Singapore’s Saleswhale, which uses AI to automate sales emails, raises $1.2M

Saleswhale, a Singapore-based startup that uses artificial intelligence to let companies automate their sales emails, has raised a $1.2 million seed round.

The capital was provided by VC firms Monk’s Hill Ventures, Gree Ventures and Wavemaker Partners with a number of angel investors. Those include early Dropbox hire Albert Ni, Pieter Walraven (who founded now Google-owned Pie), Juha Paananen (who sold Nonstop Games to King.com), Royston Tay (who sold Zopim to Zendesk) and Bowei Lee, CEO of LCY Chemical Corp.

We first wrote about Saleswhale last August while it was in the Y Combinator program in the U.S., and since then the team has returned to Singapore and developed the business. Its product, called Engage, allows companies to set up virtual email accounts which send communicate with sales prospects the same way a human employee would.

It isn’t a full on sales team replacement at this point, rather it is focused on handling inbound leads or reigniting stale prospects. The AIs can use charts, figures and PDFs and when a lead becomes warm again they can hand it over to a designated employee to take things further.

Engage is available for a base rate fee, after which additional cost comes per usage. There’s a free 14-day trial to allow new users to test the product without that initial commitment, but Saleswhale has removed the free usage option it had in place last year, co-founder Gabriel Lim confirmed. The company isn’t saying how much revenue it pulls in, but Lim said that base fees account for around 40 percent of income with activity-based fees representing the rest.

Lim founded the company last year with fellow Singaporeans Venus Wong and Ethan Le in response to the frustration of the repetitive nature of training new sales staff, many of whom move on to new jobs. The team has since added two engineers to its ranks, and Lim said it plans to hire another three people who will cover sales and also more engineers. The current team are all engineers, so adding a dedicated sales team makes plenty of sense for the business now that it is maturing.

Most of the customer leads that Saleswhale itself gets are inbound, and mainly from tech startups, but Lim said the company has begun to hold initial discussions with firms in verticals such as real estate and automotive loans to diversify. But, right now, he told TechCrunch, the company has a “huge backlog” of interested customers that it is onboarding to its platform, which already counts “dozens” of paying customers.

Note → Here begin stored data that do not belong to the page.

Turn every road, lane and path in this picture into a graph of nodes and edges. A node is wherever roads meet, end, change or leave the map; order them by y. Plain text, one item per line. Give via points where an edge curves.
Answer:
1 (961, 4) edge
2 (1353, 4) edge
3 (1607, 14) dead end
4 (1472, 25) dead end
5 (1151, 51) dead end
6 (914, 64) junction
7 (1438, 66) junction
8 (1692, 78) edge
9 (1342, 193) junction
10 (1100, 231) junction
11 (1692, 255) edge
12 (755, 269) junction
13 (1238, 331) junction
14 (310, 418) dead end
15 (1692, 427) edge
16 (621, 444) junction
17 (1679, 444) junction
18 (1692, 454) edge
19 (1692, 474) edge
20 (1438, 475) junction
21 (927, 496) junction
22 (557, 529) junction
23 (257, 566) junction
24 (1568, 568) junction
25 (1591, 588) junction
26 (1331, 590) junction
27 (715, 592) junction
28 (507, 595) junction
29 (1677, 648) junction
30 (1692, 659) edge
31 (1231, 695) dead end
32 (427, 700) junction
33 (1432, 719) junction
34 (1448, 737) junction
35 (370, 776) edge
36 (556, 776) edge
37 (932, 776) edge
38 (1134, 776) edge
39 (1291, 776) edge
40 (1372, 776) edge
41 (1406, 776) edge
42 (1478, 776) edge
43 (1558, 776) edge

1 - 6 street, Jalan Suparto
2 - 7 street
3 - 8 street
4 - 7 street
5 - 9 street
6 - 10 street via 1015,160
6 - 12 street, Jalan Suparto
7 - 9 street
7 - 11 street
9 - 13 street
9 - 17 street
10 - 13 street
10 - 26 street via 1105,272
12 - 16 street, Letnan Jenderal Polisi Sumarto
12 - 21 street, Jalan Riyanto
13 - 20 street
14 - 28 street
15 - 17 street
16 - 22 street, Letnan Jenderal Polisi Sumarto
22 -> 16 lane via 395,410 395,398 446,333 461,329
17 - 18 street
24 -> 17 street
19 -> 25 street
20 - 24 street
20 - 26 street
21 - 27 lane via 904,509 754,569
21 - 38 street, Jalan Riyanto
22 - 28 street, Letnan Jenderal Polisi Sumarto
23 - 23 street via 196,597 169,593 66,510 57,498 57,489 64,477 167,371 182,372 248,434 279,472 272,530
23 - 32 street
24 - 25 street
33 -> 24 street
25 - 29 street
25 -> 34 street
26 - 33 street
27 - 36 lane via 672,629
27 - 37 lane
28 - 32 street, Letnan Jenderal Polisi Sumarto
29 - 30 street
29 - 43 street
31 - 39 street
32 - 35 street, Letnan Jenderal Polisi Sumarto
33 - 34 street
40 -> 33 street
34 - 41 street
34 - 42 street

While he didn’t give specific names, Lim said that, since February 2017, Saleswhale has helped its customers close $130,000 in deals with a further $1.5 million-worth of leads in the pipeline.

This seed money will go towards those expansion and hiring efforts. Lim said the company will look to close a Series A round in around 12 months. Interestingly, this investment is a first seed deal for Monks’ Hill Ventures, the $80 million fund that is primarily focused on Series A companies, so Saleswhale may already have a major contributor to its next round depending on how things go.